Low-dose naltrexone inhibits the epithelial-mesenchymal transition of cervical cancer cells in vitro and effects indirectly on tumor-associated macrophages in vivo
Int Immunopharmacol
September 2020
https://pubmed.ncbi.nlm.nih.gov/32585612/
The metastasis of cervical cancer has always been a clinical challenge. We investigated the effects of low-dose naltrexone (LDN) on the epithelial mesenchymal transition of cervical cancer cells in vitro as well as its influence on macrophage polarization and associated cytokines in vivo. The results suggested that LDN supressed the proliferation, migration and invasion abilities and promote their apoptosis in Hela cells, whereas the opioid growth factor receptor (OGFr) silenced significantly reversed these effects in vitro. Knockdown the expression of OGFr, the inhibitory of LDN on EMT was weakened.
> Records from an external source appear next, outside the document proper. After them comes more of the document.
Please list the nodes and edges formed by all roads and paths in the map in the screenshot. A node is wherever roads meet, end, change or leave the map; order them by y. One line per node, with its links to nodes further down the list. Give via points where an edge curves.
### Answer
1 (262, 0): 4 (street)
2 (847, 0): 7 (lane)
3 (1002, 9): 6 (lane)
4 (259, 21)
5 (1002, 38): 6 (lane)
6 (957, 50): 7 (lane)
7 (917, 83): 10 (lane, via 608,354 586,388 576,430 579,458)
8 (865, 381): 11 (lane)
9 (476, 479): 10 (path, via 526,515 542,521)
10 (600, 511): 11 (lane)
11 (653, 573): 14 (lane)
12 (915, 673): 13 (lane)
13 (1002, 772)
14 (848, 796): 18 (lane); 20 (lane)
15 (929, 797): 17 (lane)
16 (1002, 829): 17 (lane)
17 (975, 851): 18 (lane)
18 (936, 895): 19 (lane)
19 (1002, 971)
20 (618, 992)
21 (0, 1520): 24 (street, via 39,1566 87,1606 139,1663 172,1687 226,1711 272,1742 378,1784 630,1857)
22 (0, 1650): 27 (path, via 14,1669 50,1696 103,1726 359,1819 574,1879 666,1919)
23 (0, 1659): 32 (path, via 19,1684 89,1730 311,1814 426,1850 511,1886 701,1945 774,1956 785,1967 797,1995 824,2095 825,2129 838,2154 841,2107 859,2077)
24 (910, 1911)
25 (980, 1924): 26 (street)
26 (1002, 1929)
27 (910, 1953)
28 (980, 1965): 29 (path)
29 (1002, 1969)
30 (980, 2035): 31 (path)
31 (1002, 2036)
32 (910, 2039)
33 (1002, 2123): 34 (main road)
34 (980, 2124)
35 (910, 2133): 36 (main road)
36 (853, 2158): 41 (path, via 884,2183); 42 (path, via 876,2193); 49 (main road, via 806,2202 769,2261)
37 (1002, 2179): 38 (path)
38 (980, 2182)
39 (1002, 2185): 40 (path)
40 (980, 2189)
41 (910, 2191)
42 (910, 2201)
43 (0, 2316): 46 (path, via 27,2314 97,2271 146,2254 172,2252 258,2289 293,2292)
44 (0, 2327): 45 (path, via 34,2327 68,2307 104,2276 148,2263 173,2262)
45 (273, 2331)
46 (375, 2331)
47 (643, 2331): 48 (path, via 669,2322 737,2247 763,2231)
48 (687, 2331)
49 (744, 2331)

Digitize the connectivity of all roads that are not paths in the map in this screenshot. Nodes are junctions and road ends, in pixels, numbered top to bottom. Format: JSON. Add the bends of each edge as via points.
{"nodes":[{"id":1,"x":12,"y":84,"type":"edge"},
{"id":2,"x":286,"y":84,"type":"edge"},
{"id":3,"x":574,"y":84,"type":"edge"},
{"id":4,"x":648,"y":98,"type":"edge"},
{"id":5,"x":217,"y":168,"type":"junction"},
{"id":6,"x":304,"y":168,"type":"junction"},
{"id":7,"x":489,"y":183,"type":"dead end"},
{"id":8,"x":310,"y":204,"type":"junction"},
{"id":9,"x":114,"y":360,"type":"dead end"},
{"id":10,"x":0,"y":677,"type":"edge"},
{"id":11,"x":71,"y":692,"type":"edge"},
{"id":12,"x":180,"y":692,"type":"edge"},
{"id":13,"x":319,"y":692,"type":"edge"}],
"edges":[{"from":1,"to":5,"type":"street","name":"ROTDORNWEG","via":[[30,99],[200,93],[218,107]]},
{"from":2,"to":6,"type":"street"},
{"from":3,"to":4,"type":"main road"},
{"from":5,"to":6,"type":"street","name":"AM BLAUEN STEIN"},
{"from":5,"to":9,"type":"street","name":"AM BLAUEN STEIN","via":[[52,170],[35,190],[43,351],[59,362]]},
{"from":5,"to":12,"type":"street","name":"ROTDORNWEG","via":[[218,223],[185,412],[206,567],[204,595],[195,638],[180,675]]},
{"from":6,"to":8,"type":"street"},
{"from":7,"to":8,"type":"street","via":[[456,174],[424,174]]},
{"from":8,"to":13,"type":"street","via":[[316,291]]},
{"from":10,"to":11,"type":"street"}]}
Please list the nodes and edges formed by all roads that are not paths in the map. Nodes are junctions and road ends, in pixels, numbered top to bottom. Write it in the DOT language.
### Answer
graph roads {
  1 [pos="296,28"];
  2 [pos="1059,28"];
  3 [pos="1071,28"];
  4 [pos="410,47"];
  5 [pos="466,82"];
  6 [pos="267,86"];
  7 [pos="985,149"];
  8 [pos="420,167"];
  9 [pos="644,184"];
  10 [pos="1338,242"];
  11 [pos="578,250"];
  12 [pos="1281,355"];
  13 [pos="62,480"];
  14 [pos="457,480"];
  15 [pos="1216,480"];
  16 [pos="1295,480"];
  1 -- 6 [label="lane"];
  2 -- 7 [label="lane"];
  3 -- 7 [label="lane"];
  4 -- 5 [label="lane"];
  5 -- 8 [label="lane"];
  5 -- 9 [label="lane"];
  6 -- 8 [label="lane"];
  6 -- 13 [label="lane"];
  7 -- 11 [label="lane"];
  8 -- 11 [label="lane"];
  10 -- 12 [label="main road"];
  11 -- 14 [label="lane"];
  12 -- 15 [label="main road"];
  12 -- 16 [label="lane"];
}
LDN could inhibit cervical cancer progression in nude mice. In additon, LDN indirectly reduced the number of tumor-associated macrophages (TAMs), mainly M2 macrophages, and decreased expression of anti-inflammatory factor IL-10 in the serum of nude mice. These findings demonstrate that LDN could be a potential treatment for cervical cancer.
Keywords: Cervical cancer; Epithelial-mesenchymal transition (EMT); Low-dose naltrexone (LDN); Opioid growth factor receptor (OGFr); Tumor-associated macrophages (TAMs).